Переживала? Это вряд ли. Просто Марта – хорошая актриса, а Лысый, при всей его проницательности, слишком доверяет женщинам.
– И что нам дальше делать? – спросил друг после многозначительной паузы.
– Узнай все, что возможно, об этом садовнике.
– Ну, это только завтра. Ночью мои информаторы спят. А с Мартой как быть? Присматривать дальше?
– Глаз с нее не спускай. Хотя бы до завтра. Думаю, завтра я уже отсюда сбегу.
– А не рановато ли?
– Нечего бока отлеживать. Сдается мне, Лысый, мы близки к разгадке.
– Что‑то не слышу радости в голосе. – Друг подозрительно сощурился.
– Просто, боюсь, разгадка никому не понравится. – Арсений вымученно улыбнулся, а потом добавил: – Ты прости, но мне бы поспать.
– Ухожу‑ухожу! – Лысый торопливо встал, попятился к двери, уже с порога спросил: – А Марте что‑нибудь передать?

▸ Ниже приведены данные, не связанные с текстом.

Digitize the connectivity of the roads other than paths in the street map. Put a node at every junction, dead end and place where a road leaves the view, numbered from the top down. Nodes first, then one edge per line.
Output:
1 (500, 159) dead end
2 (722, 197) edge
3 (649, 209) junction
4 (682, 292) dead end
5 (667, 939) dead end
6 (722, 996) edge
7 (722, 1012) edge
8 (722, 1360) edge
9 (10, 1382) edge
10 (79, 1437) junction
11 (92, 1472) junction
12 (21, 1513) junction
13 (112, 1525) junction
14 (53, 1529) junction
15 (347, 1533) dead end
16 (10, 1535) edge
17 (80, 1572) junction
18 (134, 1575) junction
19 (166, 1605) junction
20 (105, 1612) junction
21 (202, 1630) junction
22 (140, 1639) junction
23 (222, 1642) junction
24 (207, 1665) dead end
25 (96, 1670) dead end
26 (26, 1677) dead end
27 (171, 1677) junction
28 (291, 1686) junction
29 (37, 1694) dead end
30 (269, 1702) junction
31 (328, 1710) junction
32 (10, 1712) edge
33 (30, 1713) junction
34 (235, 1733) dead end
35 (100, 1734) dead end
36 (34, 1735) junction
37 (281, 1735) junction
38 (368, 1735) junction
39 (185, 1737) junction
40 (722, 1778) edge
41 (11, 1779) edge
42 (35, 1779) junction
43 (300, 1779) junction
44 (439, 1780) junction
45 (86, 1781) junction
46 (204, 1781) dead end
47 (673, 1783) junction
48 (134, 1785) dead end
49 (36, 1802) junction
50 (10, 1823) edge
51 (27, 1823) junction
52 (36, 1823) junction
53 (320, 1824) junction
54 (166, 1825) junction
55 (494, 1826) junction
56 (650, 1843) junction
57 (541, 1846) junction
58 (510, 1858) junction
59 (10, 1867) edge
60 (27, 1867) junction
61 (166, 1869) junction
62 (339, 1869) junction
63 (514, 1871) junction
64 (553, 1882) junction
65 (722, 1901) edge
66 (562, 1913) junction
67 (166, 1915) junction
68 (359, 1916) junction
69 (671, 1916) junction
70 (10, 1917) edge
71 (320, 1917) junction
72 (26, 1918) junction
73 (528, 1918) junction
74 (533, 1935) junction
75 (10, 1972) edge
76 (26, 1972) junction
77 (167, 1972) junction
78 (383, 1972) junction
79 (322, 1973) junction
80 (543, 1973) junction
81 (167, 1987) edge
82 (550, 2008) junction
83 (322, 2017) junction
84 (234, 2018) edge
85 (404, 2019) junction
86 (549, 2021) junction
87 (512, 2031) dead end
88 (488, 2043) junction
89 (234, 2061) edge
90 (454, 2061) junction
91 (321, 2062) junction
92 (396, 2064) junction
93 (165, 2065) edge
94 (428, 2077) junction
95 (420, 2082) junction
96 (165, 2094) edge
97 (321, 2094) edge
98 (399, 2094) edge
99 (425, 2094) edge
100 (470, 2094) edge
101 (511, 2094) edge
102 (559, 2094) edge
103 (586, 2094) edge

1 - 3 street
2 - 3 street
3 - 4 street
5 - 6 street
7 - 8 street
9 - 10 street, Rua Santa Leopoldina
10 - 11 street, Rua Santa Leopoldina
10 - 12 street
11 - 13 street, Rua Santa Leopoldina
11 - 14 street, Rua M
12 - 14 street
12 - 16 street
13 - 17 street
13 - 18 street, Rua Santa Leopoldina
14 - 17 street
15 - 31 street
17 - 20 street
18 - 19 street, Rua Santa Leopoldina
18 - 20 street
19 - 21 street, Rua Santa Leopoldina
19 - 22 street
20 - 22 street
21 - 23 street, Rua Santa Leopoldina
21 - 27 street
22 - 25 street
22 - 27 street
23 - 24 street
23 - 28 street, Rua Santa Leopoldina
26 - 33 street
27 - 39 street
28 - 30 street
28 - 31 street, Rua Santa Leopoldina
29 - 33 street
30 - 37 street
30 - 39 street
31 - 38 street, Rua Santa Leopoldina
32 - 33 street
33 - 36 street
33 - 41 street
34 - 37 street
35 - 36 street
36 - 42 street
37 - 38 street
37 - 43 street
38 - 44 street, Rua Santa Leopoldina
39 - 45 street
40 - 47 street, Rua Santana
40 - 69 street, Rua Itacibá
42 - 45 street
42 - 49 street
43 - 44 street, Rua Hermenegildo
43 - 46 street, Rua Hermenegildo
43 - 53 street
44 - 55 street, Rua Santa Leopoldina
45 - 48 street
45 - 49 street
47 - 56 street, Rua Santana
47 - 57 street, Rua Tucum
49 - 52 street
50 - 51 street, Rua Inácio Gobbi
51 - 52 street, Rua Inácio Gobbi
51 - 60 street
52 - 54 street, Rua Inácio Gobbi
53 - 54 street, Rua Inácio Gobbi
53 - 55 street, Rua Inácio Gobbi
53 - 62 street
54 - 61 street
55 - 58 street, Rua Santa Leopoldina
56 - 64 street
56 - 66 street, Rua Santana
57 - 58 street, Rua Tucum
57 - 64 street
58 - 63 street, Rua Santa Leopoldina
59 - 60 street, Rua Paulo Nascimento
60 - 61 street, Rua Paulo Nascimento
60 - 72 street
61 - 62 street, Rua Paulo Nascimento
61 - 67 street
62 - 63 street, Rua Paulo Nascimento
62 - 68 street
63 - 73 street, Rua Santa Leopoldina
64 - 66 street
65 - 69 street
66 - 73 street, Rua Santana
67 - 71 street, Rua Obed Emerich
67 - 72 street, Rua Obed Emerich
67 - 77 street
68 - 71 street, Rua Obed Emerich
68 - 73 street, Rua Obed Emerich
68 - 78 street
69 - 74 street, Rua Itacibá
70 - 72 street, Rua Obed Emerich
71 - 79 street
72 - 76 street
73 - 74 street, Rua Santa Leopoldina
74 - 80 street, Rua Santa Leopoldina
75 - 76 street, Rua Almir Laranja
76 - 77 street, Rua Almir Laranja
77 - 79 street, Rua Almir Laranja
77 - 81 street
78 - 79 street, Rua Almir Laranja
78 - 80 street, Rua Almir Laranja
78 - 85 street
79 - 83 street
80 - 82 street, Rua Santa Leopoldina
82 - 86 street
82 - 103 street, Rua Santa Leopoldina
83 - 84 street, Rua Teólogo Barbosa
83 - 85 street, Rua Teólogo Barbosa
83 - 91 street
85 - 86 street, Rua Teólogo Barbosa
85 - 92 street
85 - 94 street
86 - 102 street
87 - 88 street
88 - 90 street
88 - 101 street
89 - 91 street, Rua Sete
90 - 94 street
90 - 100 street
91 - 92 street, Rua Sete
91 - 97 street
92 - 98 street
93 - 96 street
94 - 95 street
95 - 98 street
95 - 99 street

– Не нужно, я сам, когда выйду...
– Черт, чуть не забыл! – Лысый хлопнул себя по лбу. – Она ж отказалась от твоих услуг. Сказала, что для тебя это дело слишком опасное. А может, ну его к черту?! Может, и правда откажешься?
– Боюсь, слишком поздно, Я же говорю – мы уже близко. Ты только Марту от себя не отпускай, пока я не вернусь. Она сейчас тоже на линии огня...
Не прошло и пятнадцати минут, как в дверь его палаты постучали. В приоткрытую дверь просунулась голова Лысого.
– Привет, – сказал он каким‑то странным, потухшим голосом.
– Давно не виделись. – Арсений улыбнулся, но сердце уже чувствовало недоброе. – Что случилось?
– Случилось. – Лысый растерянно моргнул. – Марта пропала.
– Как пропала? – Он резко сел, на мгновение зажмурился, пережидая головокружение. – Ты же сказал, что она ждет тебя в машине.
– Это я так думал, что ждет, а оказалось, что не ждет. Да ты не волнуйся так, старик. Она сама ушла, сто пудов! Там же Грим, он бы никого к ней не подпустил.
Значит, сама ушла. Великодушно разрешила ему выйти из игры и ушла...
– А телефон? Ты звонил ей?
– Звонил. Телефон отключен. Специально, наверное, отключила. – Лысый покачал головой, спросил растерянно: – Что делать будем?
Вместо ответа Арсений сполз с кровати, после событий сегодняшнего вечера молодецкой удали в нем значительно поубавилось. Тут хоть бы на ногах устоять.
– Ты куда это? – Лысый, точно заботливая мамочка, подхватил его под локоть. – Далеко собрался?
– В поместье, она наверняка там. – Он чуть не добавил «дура», но вовремя прикусил язык. – Слушай, Лысый, ты б меня отвез, а? Сам я сейчас за руль не сяду.
– За руль ты, значит, не сядешь, а в поместье, значит, с шашкой наголо! Герой!
– Ее вчера чуть не убили. – Спорить с другом не было ни сил, ни времени.
– Ага, и ты в своем нынешнем состоянии ее защитишь? – Лысый скептически поморщился.
– Присмотрю. – Арсений огляделся в поисках одежды, пошатываясь, направился к встроенному шкафу. – Понимаешь, тот, кто там орудует, на открытое убийство не решится. Его профиль – несчастные случаи. Мне главное – Марту не выпускать из поля зрения, чтобы она не наделала глупостей.
Не наделала глупостей или не совершила очередное злодейство... В висках заломило от беспокойства и досады. Бесполезно рассуждать о том, как все может случиться, надо действовать, пока не стало слишком поздно.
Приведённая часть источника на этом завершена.